It is held records of this kind are not admitted under the shop-book rule. It has occurred to us, however, that in making up the books of original entry if the entrants should make such entries from tickets of the weights and prices and number of cattle, or the like, reported to him in the usual and ordinary course of business, it would not be required to produce the weigher, with his tickets or stubs, or salesmen, to show prices, weights, numbers, etc.; that perhaps to that extent the shop-book rule should obtain in the establishment of records of this kind, if otherwise necessary preliminary evidence is offered. It has been said that the former strict rules 'are not followed.

“Inasmuch as under modern methods of extensive business houses the information relative to the transaction constituting the account must pass through various hands before being permanently recorded, some system of temporary memoranda, preparatory to the permanent records, is necessary to insure correctness as well as accuracy.” Jones on Evidence, vol. 3, § 519; Scruggs v. Woodley, 179 S. W. 897.

*234 However, there appears to be a different rule in making up books or records other than those of shopkeepers in this state, at least in some instances, to which the rules will not be applied. Railway Co. v. Johnson, 7 S. W. 838; Cathey v.

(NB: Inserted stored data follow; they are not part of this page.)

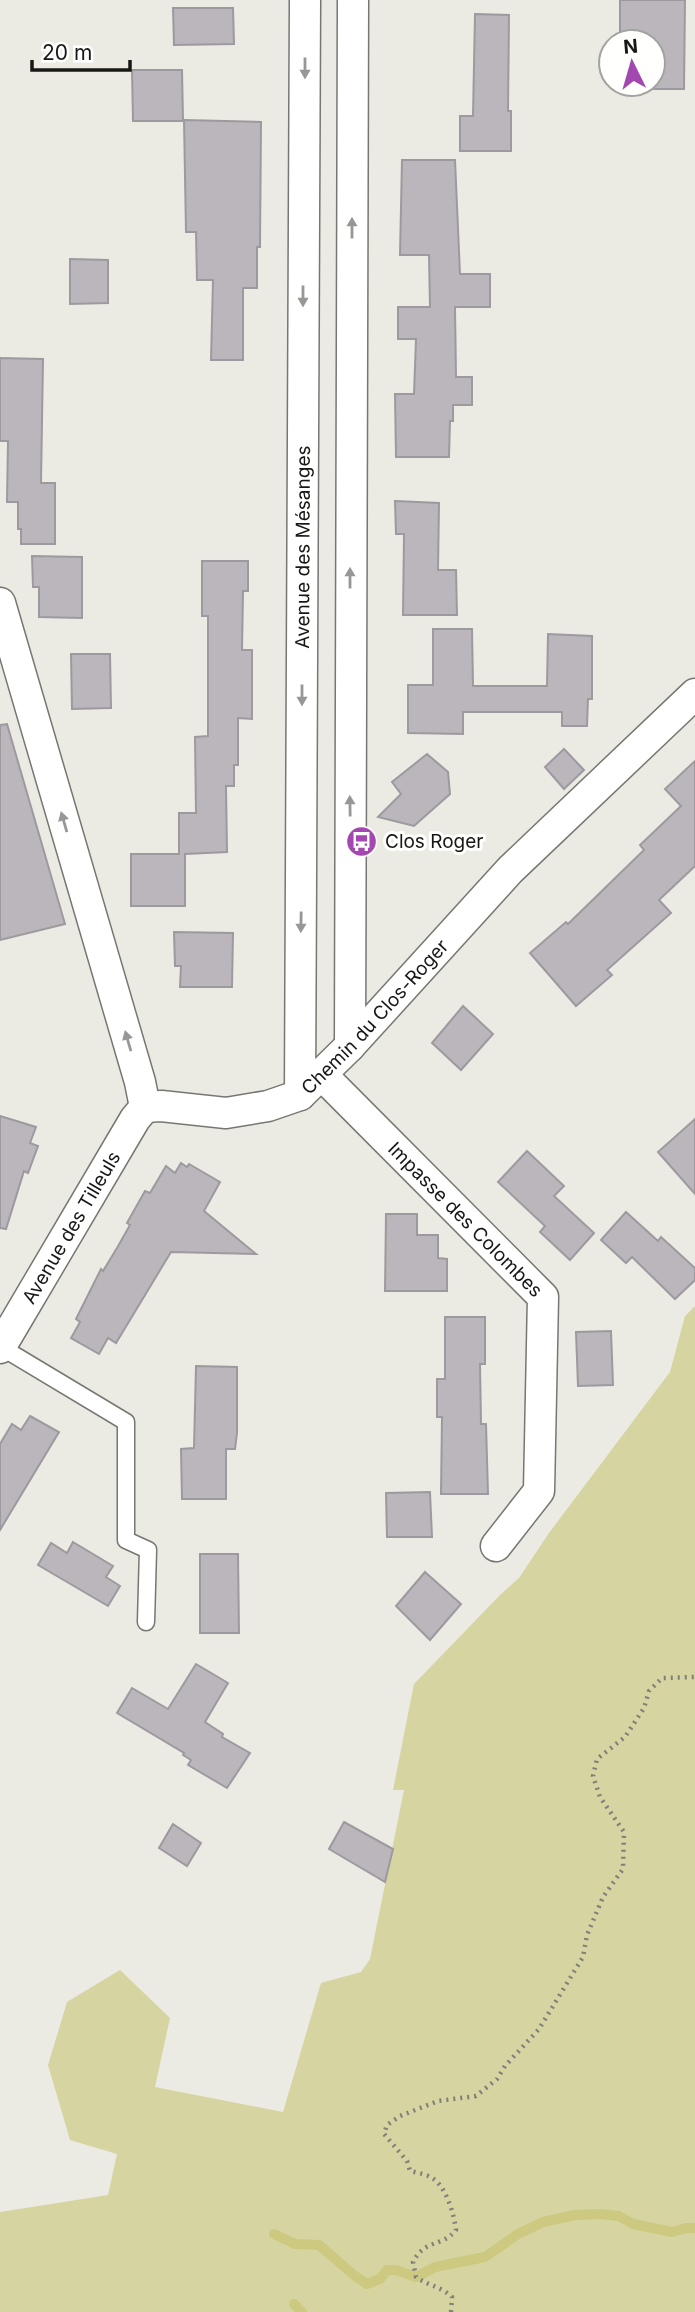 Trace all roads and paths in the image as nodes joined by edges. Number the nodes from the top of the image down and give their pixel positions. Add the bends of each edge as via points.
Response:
1 (305, 0) edge
2 (353, 0) edge
3 (0, 603) edge
4 (695, 694) edge
5 (350, 1045) junction
6 (321, 1074) junction
7 (300, 1095) junction
8 (145, 1107) junction
9 (0, 1348) edge
10 (496, 1546) dead end
11 (146, 1622) dead end
12 (695, 1677) edge
13 (451, 2312) edge

1 -> 7 street, Avenue des Mésanges
5 -> 2 street
8 -> 3 street
4 - 5 street, Chemin du Clos-Roger via 510,870
5 - 6 street, Chemin du Clos-Roger
6 - 7 street, Chemin du Clos-Roger
6 - 10 street, Impasse des Colombes via 543,1297 539,1490
7 - 8 street, Chemin du Clos-Roger via 226,1113
8 - 9 street, Avenue des Tilleuls
9 - 11 lane via 126,1422 126,1540 148,1550
12 - 13 path via 662,1678 649,1691 645,1708 625,1737 597,1759 593,1776 600,1797 624,1832 623,1869 603,1897 583,1957 539,2029 477,2096 438,2101 387,2125 384,2134 410,2171 440,2183 455,2223 452,2235 420,2249 413,2262 416,2277 441,2286 452,2297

Railway Co., 104 Tex. 39, 133 S. W. 417, 33 H. R. A. (N. S.) 103. in the interest of economy and convenience, it seems to us that if the party making the entry produce and establish the entry was made in the usual course of business by one whose duty it was to make it, contemporaneously with the transaction recorded, and that it was correctly made, the account ought to be admitted, as the party who makes the record is not a party at interest in the suit, and the record is in a sense against himself and part of the res gestee. The record itself should be admissible in evidence to prove the fact shown thereby, when it is proven by the proper parties with the necessary preliminary facts shown. This appears to us to be the holding in the Startz Case, 42 Tex. Civ. App. 85, 94 S. W. 207. The trial court, we think, should not have admitted the account sales. It is probable, however, when he instructed the jury that they could not consider it as. showing the weight of the cattle, he met the objection made, and no such injury is shown as will require a reversal of, the case, if there is evidence in the record from which the jury could calculate the weight of the cattle without the account sales.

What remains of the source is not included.